Wireless validating identity fix
In part 1 of this multi-part article series revolving around Exchange hybrid deployment based migrations to Office 365 or more precisely Exchange Online, I explained to you in simple terms what migration approaches we have at our disposal, when it comes to migrating from an Exchange based on-premise environment to Exchange Online.In addition, I briefly described what an Exchange hybrid deployment is and what it offers in terms of coexistence.
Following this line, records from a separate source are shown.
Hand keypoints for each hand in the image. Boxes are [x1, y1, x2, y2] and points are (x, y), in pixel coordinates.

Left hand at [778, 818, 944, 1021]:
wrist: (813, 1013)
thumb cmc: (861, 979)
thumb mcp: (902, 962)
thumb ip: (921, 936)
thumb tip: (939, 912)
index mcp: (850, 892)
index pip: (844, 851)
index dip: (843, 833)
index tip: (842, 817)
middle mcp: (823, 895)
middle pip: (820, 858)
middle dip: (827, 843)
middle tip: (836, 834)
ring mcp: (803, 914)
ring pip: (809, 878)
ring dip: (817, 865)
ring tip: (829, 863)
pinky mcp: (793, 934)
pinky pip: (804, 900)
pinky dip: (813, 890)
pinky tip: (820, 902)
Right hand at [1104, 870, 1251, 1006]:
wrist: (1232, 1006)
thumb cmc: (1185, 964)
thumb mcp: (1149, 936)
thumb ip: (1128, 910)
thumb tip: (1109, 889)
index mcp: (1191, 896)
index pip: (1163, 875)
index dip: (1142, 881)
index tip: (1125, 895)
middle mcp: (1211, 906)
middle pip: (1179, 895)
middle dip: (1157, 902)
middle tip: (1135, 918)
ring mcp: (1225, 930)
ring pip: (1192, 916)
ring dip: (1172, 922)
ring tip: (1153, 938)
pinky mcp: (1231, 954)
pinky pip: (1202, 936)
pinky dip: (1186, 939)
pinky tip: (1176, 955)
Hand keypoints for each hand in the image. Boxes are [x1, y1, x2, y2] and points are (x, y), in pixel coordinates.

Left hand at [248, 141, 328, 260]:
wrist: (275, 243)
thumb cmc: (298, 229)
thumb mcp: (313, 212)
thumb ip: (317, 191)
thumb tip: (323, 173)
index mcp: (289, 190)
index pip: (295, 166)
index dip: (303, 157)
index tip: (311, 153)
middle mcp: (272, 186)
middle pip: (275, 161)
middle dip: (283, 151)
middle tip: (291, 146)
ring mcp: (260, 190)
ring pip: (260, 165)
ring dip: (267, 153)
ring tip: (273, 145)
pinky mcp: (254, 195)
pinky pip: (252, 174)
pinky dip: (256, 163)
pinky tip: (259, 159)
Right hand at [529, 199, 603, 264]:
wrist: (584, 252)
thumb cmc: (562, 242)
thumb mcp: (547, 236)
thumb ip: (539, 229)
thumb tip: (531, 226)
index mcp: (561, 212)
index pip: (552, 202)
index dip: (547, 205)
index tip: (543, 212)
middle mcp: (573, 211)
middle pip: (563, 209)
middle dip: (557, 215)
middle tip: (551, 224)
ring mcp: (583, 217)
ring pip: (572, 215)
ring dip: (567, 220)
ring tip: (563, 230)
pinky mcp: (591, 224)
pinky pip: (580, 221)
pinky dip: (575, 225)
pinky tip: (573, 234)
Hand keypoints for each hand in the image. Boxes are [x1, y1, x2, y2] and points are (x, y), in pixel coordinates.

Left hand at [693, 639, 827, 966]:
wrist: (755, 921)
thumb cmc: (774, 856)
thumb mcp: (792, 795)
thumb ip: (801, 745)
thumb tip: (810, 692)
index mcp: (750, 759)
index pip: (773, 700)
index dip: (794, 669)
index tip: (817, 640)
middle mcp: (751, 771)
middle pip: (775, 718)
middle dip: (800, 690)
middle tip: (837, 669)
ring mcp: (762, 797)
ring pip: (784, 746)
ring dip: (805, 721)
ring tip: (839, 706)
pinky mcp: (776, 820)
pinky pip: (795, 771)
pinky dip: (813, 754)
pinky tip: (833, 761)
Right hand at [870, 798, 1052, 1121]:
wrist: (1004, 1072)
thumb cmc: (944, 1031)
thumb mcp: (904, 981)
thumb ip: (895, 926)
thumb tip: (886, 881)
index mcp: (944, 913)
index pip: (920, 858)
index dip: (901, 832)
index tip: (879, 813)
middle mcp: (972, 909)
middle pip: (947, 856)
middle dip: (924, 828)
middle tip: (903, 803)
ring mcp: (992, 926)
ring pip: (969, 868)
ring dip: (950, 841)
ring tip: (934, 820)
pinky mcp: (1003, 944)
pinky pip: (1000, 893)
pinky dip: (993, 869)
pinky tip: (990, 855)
In this part 2, we will continue where we left off in part 1.That is we will deploy the Active Directory Federation Service (ADFS) servers that are required for identity federation with Office 365.More specifically, we will deploy and configure two ADFS servers.In order to achieve high availability, the ADFS servers will be confgiured in an ADFS farm and load balanced using Windows Network Load Balancing (WNLB).Important: Before you start deploy and configure the servers required to achieve rich coexistence between the Exchange on-premise and Exchange Online, you should run the Microsoft Office 365 Deployment Readiness Tool in the respective Active Directory forest.The tool will provide an analysis of the environment in preparation for the actual Office 365 enterprise deployment and it’s important you fix any issues caught by the tool prior to deploying the rich coexistence servers. By using the WS-Federation (WS-Fed) and WS-Trust protocols, Active Directory Federation Services (ADFS) 2.0 provides claims-based single sign-on (aka identity federation) for the services in the Office 365 service offering.
The benefits of using indentity federation is to provide the users in the enterprise with a SSO experience no matter if they are located on an external network or on the internal corporate network.
Basically, ADFS 2.0 is a Security Token Service (STS) that is capable of issuing, validating and exchanging security tokens on behalf of the users in the enterprise.
Although ADFS can be deployed using stand-alone federation servers, the identity federation service usually consist of two or more ADFS Proxy servers in placed in the perimeter network and two or more ADFS servers located on the internal corporate network.
The internal ADFS servers are configured in a so called federation server farm, which then again is load balanced using some form of load balancing solution.
The ADFS Proxy servers are are not configured in a federation server farm per se, but incoming sessions hitting these servers are simply load balanced.
Diagram 1 The reason why it’s recommended to deploy at least two ADFS Proxy and ADFS servers is in order to achieve redundancy.